Material ze strony www muzeum gorniczego w Zabrzu:
Wysokie koszty odwadniania wyrobisk i transportu węgla, oraz brak utwardzonych dróg szosowych były powodem decyzji podjętej przez śląskie władze górnicze o budowie Głównej Kluczowej Sztolni Dziedzicznej. Głównym celem sztolni miało być odwodnienie całego rejonu węglowego między kopalnią "Królowa Luiza" w Zabrzu a kopalnią "Król" w Chorzowie, spławianie urobku z "Królowej Luizy" do Kanału Kłodnickiego i dalej do huty w Gliwicach i Odry oraz udostępnienie nowych pokładów węgla. Budowę rozpoczęto w 1799 roku w dolinie rzeki Bytomki. Wylot znajdował się w obecnym centrum Zabrza i stanowił jednocześnie początek Kanału Kłodnickiego, ciągnącego się do Koźla.
Sztolnię drążono przy pomocy przeciwprzodków prowadzonych z 22 tzw. świetlików oraz kilku szybów na terenach kopalni "Król" w Chorzowie. Prace górnicze w sztolni prowadzono posługując się żelaznymi klinami wbijanymi w kamień za pomocą młotków. W ten sposób urabiano przodek sztolni oraz pogłębiano spąg. Urobek przenoszony był w nieckach lub dowożony wózkami do świetlików, a następnie przesypywany do kubłów wyciąganych na powierzchnię za pomocą ręcznych kołowrotów. Część urobku ładowano taczkami na łodzie spławiane w dół gotowymi odcinkami sztolni. W 1810 roku ukończono pierwszy spławny odcinek o długości ok. 2,5km doprowadzając go do głębokości 38m pod powierzchnią ziemi.
Sztolnia o wysokości ok. 2,5m i szerokości ok. 1,6m posiadała częściowo obudowę drewnianą i murowaną z kamienia lub cegły. W miejscach gdzie przechodziła przez warstwy zwięzłego piaskowca pozostawiano ją często bez obudowy. Miejscami murowano tylko łukowate sklepienia podtrzymujące strop. W celu łatwego minięcia się łodzi płynących w przeciwnych kierunkach wybudowano poprzez rozszerzenie sztolni pięć mijanek. Niektóre z nich o długości ok. 30m i szerokości ok. 4,5m zabezpieczano dodatkowo budując pośrodku mur, który oddzielając od siebie połówki sztolni podtrzymywał strop tak szerokiego wyrobiska. Do 1843 roku drążono rocznie średnio ok. 177m, natomiast w latach 1847 - 1852 średni postęp roczny wynosił ok.520m, a sztolnię prowadzono przy pomocy przeciwprzodków idących z kilku szybów kopalni "Król" w Chorzowie. Tempo prac zależało od warunków geologicznych. Postęp przodka drążonego w kamieniu wynosił 182m na rok, natomiast w skałach wodonośnych i kurzawkowych postęp był znacznie mniejszy i wyniósł np. w 1859 roku tylko 7,3m.

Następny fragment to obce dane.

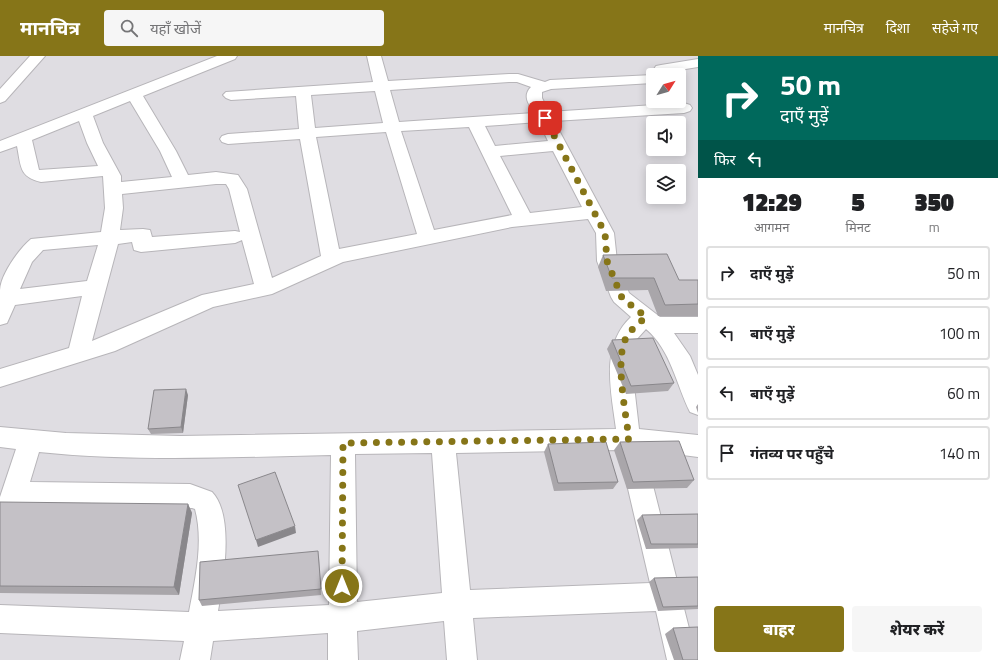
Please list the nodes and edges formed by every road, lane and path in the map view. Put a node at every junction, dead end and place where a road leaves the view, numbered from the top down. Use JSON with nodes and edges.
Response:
{"nodes":[{"id":1,"x":38,"y":56,"type":"edge"},
{"id":2,"x":230,"y":56,"type":"edge"},
{"id":3,"x":374,"y":56,"type":"edge"},
{"id":4,"x":698,"y":63,"type":"edge"},
{"id":5,"x":673,"y":68,"type":"edge"},
{"id":6,"x":646,"y":73,"type":"edge"},
{"id":7,"x":381,"y":86,"type":"junction"},
{"id":8,"x":544,"y":86,"type":"junction"},
{"id":9,"x":303,"y":91,"type":"junction"},
{"id":10,"x":134,"y":94,"type":"junction"},
{"id":11,"x":231,"y":95,"type":"dead end"},
{"id":12,"x":0,"y":98,"type":"edge"},
{"id":13,"x":684,"y":108,"type":"dead end"},
{"id":14,"x":85,"y":114,"type":"junction"},
{"id":15,"x":545,"y":118,"type":"junction"},
{"id":16,"x":475,"y":122,"type":"junction"},
{"id":17,"x":392,"y":127,"type":"junction"},
{"id":18,"x":307,"y":134,"type":"junction"},
{"id":19,"x":23,"y":138,"type":"junction"},
{"id":20,"x":228,"y":139,"type":"dead end"},
{"id":21,"x":559,"y":145,"type":"junction"},
{"id":22,"x":0,"y":147,"type":"edge"},
{"id":23,"x":490,"y":152,"type":"junction"},
{"id":24,"x":108,"y":170,"type":"junction"},
{"id":25,"x":183,"y":182,"type":"junction"},
{"id":26,"x":114,"y":189,"type":"junction"},
{"id":27,"x":594,"y":212,"type":"junction"},
{"id":28,"x":524,"y":220,"type":"junction"},
{"id":29,"x":235,"y":237,"type":"dead end"},
{"id":30,"x":110,"y":238,"type":"junction"},
{"id":31,"x":427,"y":238,"type":"junction"},
{"id":32,"x":331,"y":259,"type":"junction"},
{"id":33,"x":95,"y":287,"type":"junction"},
{"id":34,"x":265,"y":289,"type":"junction"},
{"id":35,"x":8,"y":298,"type":"junction"},
{"id":36,"x":0,"y":318,"type":"edge"},
{"id":37,"x":651,"y":321,"type":"junction"},
{"id":38,"x":698,"y":325,"type":"edge"},
{"id":39,"x":78,"y":354,"type":"junction"},
{"id":40,"x":0,"y":378,"type":"edge"},
{"id":41,"x":697,"y":401,"type":"edge"},
{"id":42,"x":0,"y":437,"type":"edge"},
{"id":43,"x":629,"y":439,"type":"junction"},
{"id":44,"x":31,"y":440,"type":"junction"},
{"id":45,"x":443,"y":442,"type":"junction"},
{"id":46,"x":343,"y":443,"type":"junction"},
{"id":47,"x":698,"y":446,"type":"edge"},
{"id":48,"x":14,"y":493,"type":"junction"},
{"id":49,"x":0,"y":536,"type":"edge"},
{"id":50,"x":667,"y":596,"type":"junction"},
{"id":51,"x":457,"y":605,"type":"junction"},
{"id":52,"x":342,"y":618,"type":"junction"},
{"id":53,"x":0,"y":619,"type":"edge"},
{"id":54,"x":200,"y":627,"type":"junction"},
{"id":55,"x":195,"y":660,"type":"edge"},
{"id":56,"x":342,"y":660,"type":"edge"},
{"id":57,"x":462,"y":660,"type":"edge"},
{"id":58,"x":682,"y":660,"type":"edge"}],
"edges":[{"from":1,"to":12,"type":"street"},
{"from":2,"to":10,"type":"street"},
{"from":3,"to":7,"type":"street"},
{"from":4,"to":5,"type":"street"},
{"from":6,"to":8,"type":"street"},
{"from":7,"to":8,"type":"street"},
{"from":7,"to":9,"type":"street"},
{"from":7,"to":17,"type":"street"},
{"from":8,"to":15,"type":"street"},
{"from":9,"to":11,"type":"street"},
{"from":9,"to":18,"type":"street"},
{"from":10,"to":14,"type":"street"},
{"from":10,"to":25,"type":"street"},
{"from":13,"to":15,"type":"street"},
{"from":14,"to":19,"type":"street"},
{"from":14,"to":24,"type":"street"},
{"from":15,"to":16,"type":"street"},
{"from":15,"to":21,"type":"street"},
{"from":16,"to":17,"type":"street"},
{"from":16,"to":23,"type":"street"},
{"from":17,"to":18,"type":"street"},
{"from":17,"to":31,"type":"street"},
{"from":18,"to":20,"type":"street"},
{"from":18,"to":32,"type":"street"},
{"from":19,"to":22,"type":"street"},
{"from":19,"to":24,"type":"street"},
{"from":21,"to":23,"type":"street"},
{"from":21,"to":27,"type":"street"},
{"from":23,"to":28,"type":"street"},
{"from":24,"to":26,"type":"street"},
{"from":25,"to":26,"type":"street"},
{"from":25,"to":34,"type":"street"},
{"from":26,"to":30,"type":"street"},
{"from":27,"to":28,"type":"street"},
{"from":27,"to":37,"type":"street"},
{"from":28,"to":31,"type":"street"},
{"from":29,"to":30,"type":"street"},
{"from":30,"to":33,"type":"street"},
{"from":30,"to":35,"type":"street"},
{"from":31,"to":32,"type":"street"},
{"from":32,"to":34,"type":"street"},
{"from":33,"to":35,"type":"street"},
{"from":33,"to":39,"type":"street"},
{"from":34,"to":39,"type":"street"},
{"from":35,"to":36,"type":"street"},
{"from":37,"to":38,"type":"street"},
{"from":37,"to":41,"type":"street"},
{"from":37,"to":43,"type":"street"},
{"from":39,"to":40,"type":"street"},
{"from":42,"to":44,"type":"street"},
{"from":43,"to":45,"type":"street"},
{"from":43,"to":47,"type":"street"},
{"from":43,"to":50,"type":"street"},
{"from":44,"to":46,"type":"street"},
{"from":44,"to":48,"type":"street"},
{"from":45,"to":46,"type":"street"},
{"from":45,"to":51,"type":"street"},
{"from":46,"to":52,"type":"street"},
{"from":48,"to":49,"type":"street"},
{"from":48,"to":54,"type":"street"},
{"from":50,"to":51,"type":"street"},
{"from":50,"to":58,"type":"street"},
{"from":51,"to":52,"type":"street"},
{"from":51,"to":57,"type":"street"},
{"from":52,"to":54,"type":"street"},
{"from":52,"to":56,"type":"street"},
{"from":53,"to":54,"type":"street"},
{"from":54,"to":55,"type":"street"}]}
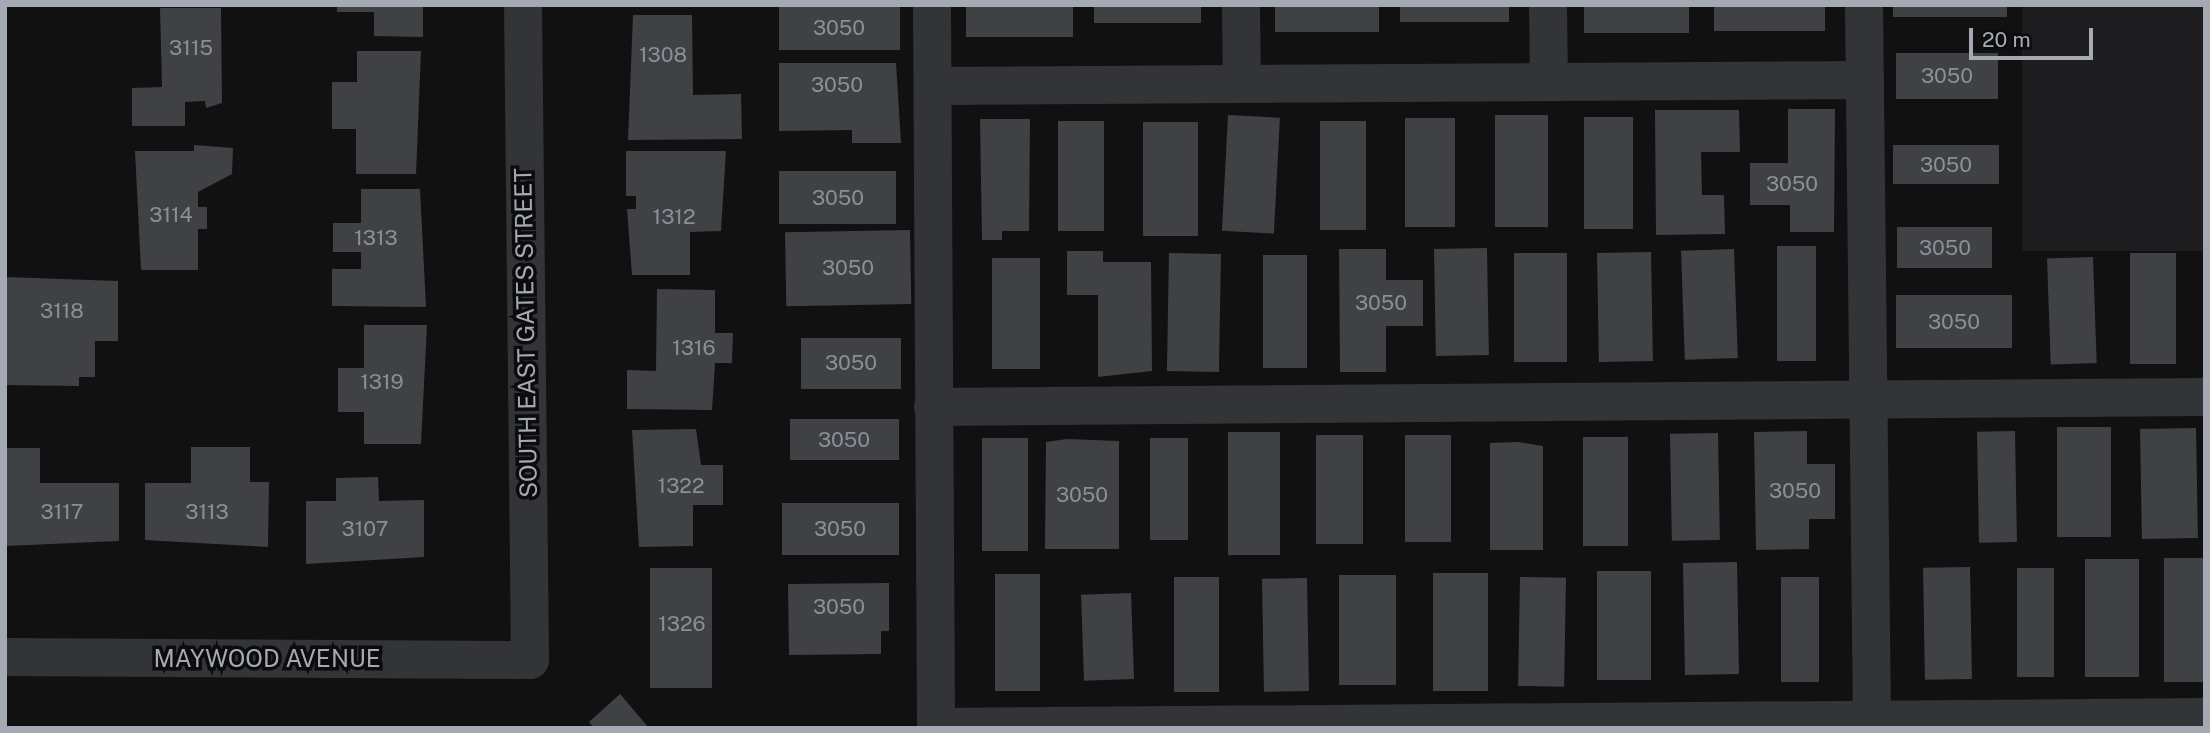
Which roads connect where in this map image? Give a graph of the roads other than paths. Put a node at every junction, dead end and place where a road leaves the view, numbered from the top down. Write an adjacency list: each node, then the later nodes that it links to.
1 (523, 5): 14 (street, SOUTH EAST GATES STREET)
2 (932, 5): 9 (street)
3 (1241, 5): 8 (street)
4 (1548, 5): 7 (street)
5 (1864, 5): 6 (street)
6 (1865, 80): 7 (street); 11 (street)
7 (1549, 82): 8 (street)
8 (1242, 84): 9 (street)
9 (933, 86): 12 (street)
10 (2205, 397): 11 (street)
11 (1870, 400): 12 (street); 16 (street)
12 (933, 407): 17 (street)
13 (5, 657): 14 (street, MAYWOOD AVENUE)
14 (530, 660)
15 (2205, 717): 16 (street)
16 (1872, 720): 17 (street)
17 (1100, 727)

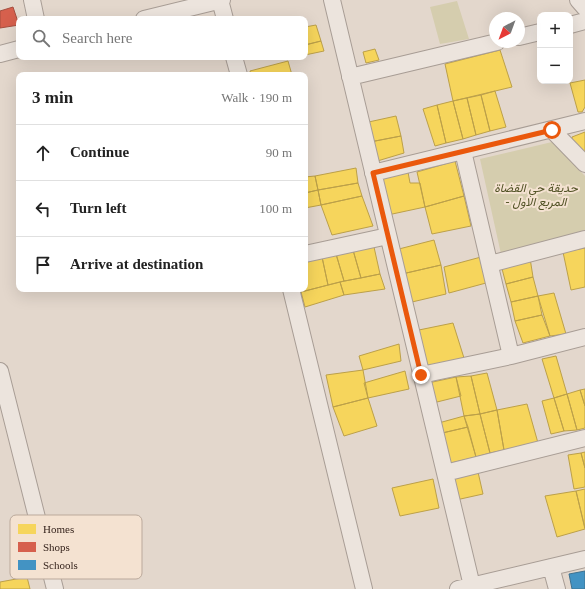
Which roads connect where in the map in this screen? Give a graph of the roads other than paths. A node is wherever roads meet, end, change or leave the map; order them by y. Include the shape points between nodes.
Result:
1 (32, 0) edge
2 (221, 0) edge
3 (332, 0) edge
4 (578, 0) edge
5 (585, 8) edge
6 (35, 16) edge
7 (156, 16) edge
8 (224, 16) edge
9 (585, 21) edge
10 (573, 24) edge
11 (537, 33) edge
12 (525, 36) edge
13 (489, 44) edge
14 (16, 50) edge
15 (0, 54) edge
16 (235, 60) edge
17 (238, 72) edge
18 (350, 76) junction
19 (585, 121) edge
20 (552, 130) junction
21 (463, 151) junction
22 (585, 164) edge
23 (373, 173) junction
24 (388, 236) junction
25 (585, 239) edge
26 (308, 253) edge
27 (490, 264) junction
28 (292, 292) edge
29 (585, 337) edge
30 (512, 356) junction
31 (0, 371) edge
32 (421, 375) junction
33 (585, 438) edge
34 (444, 473) junction
35 (36, 515) edge
36 (585, 559) edge
37 (551, 567) junction
38 (52, 579) edge
39 (465, 587) edge
40 (54, 589) edge
41 (364, 589) edge
42 (557, 589) edge

1 - 6 street
2 - 7 street
2 - 8 street
3 - 18 street
4 - 5 street
9 - 10 street
11 - 12 street
13 - 18 street
14 - 15 street
16 - 17 street
18 - 23 street
19 - 20 street
20 - 21 street
20 - 22 street
21 - 23 street
21 - 27 street
23 - 24 street
24 - 26 street
24 - 32 street
25 - 27 street
27 - 30 street
28 - 41 street
29 - 30 street
30 - 32 street
31 - 35 street
32 - 34 street
33 - 34 street
34 - 39 street
36 - 37 street
37 - 39 street
37 - 42 street
38 - 40 street

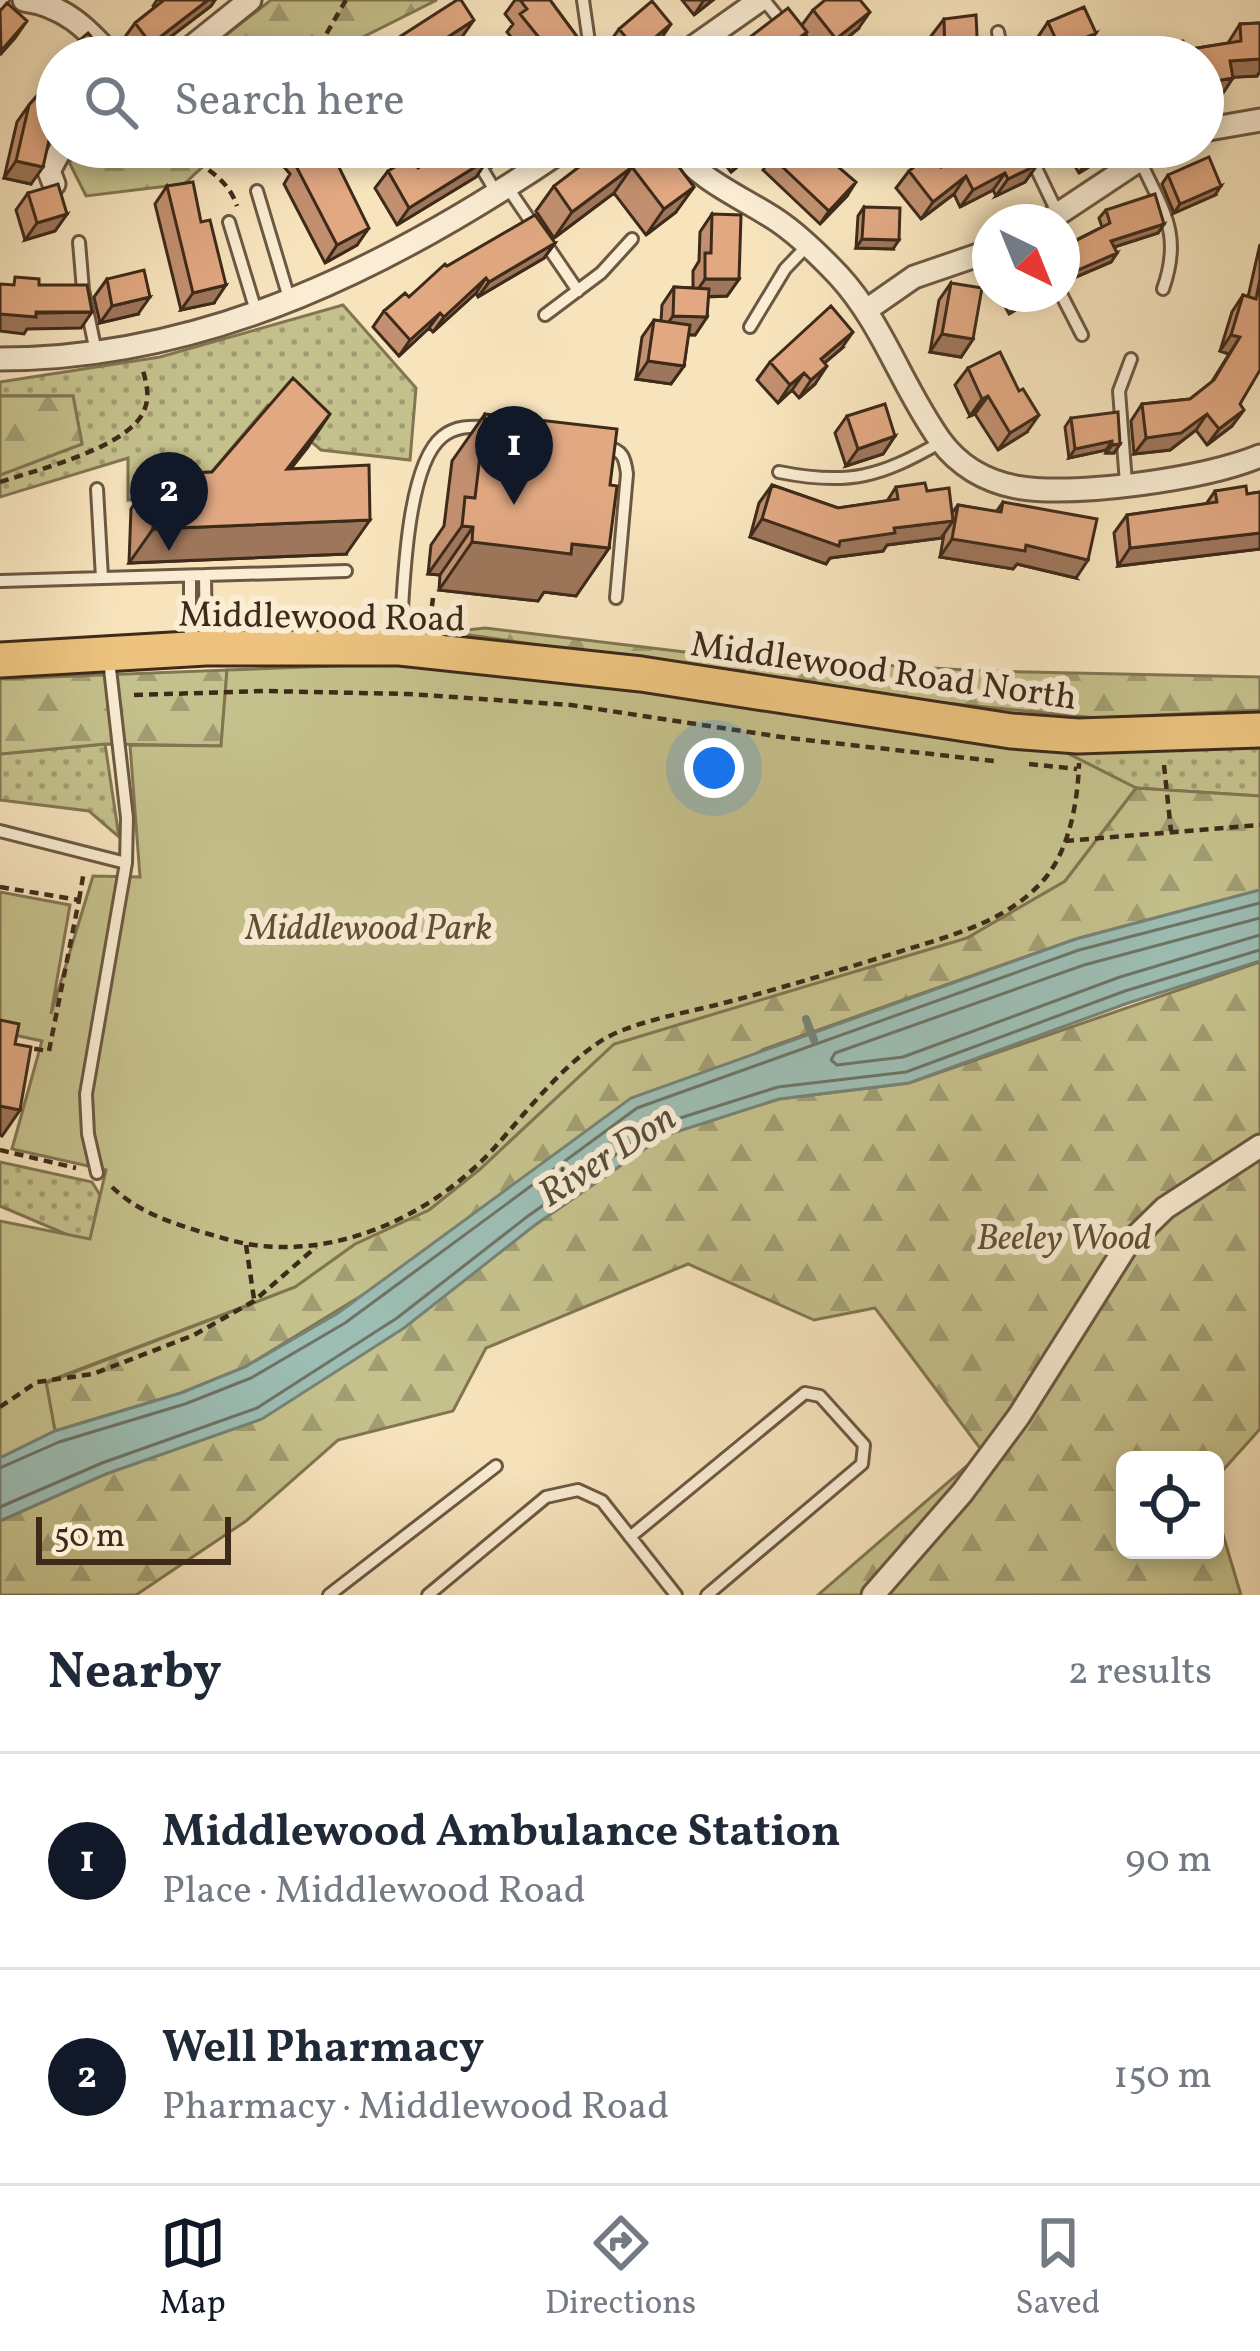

W latach 1850 - 1860 wykonano wiele odgałęzień sztolni w celu odwodnienia kopalń gwareckich czyli prywatnych położonych pomiędzy państwowymi zakładami "Królowa Luiza" w Zabrzu i "Król" w Chorzowie. Rocznie drążono do 700m takich bocznic. W 1842 roku kopalnia "Królowa Luiza" zdecydowała się na rozpoczęcie eksploatacji węgla na głębokości 35m poniżej poziomu sztolni. Roboty górnicze prowadzone tak głęboko spowodowały naruszenie skał i ucieczkę wody ze spękanego spągu sztolni do wyrobisk znajdujących się poniżej, skąd pompowano ją parowymi pompami ponownie na poziom sztolni. W celu uszczelnienia spągu położono wkrótce na długości 632m drewniane lutnie w łożysku z plastycznego iłu lub muru z kamienia. Zwiększająca się ilość wody w sztolni, spływająca z kolejno podłączanych kopalń gwareckich, nie mieściła się w lutniach istniejących w odcinkach na terenie kopalni "Królowa Luiza". Woda rozmywała podłoże z iłu lub muru oraz ociosy. Sytuacja taka wymusiła drążenie w Zabrzu w latach 1858 - 1859 sztolni równoległej o długości 985m. Drążenie sztolni zbliżało się powoli do kopalni "Król", gdzie wcześniej przygotowano odcinek długości 4km.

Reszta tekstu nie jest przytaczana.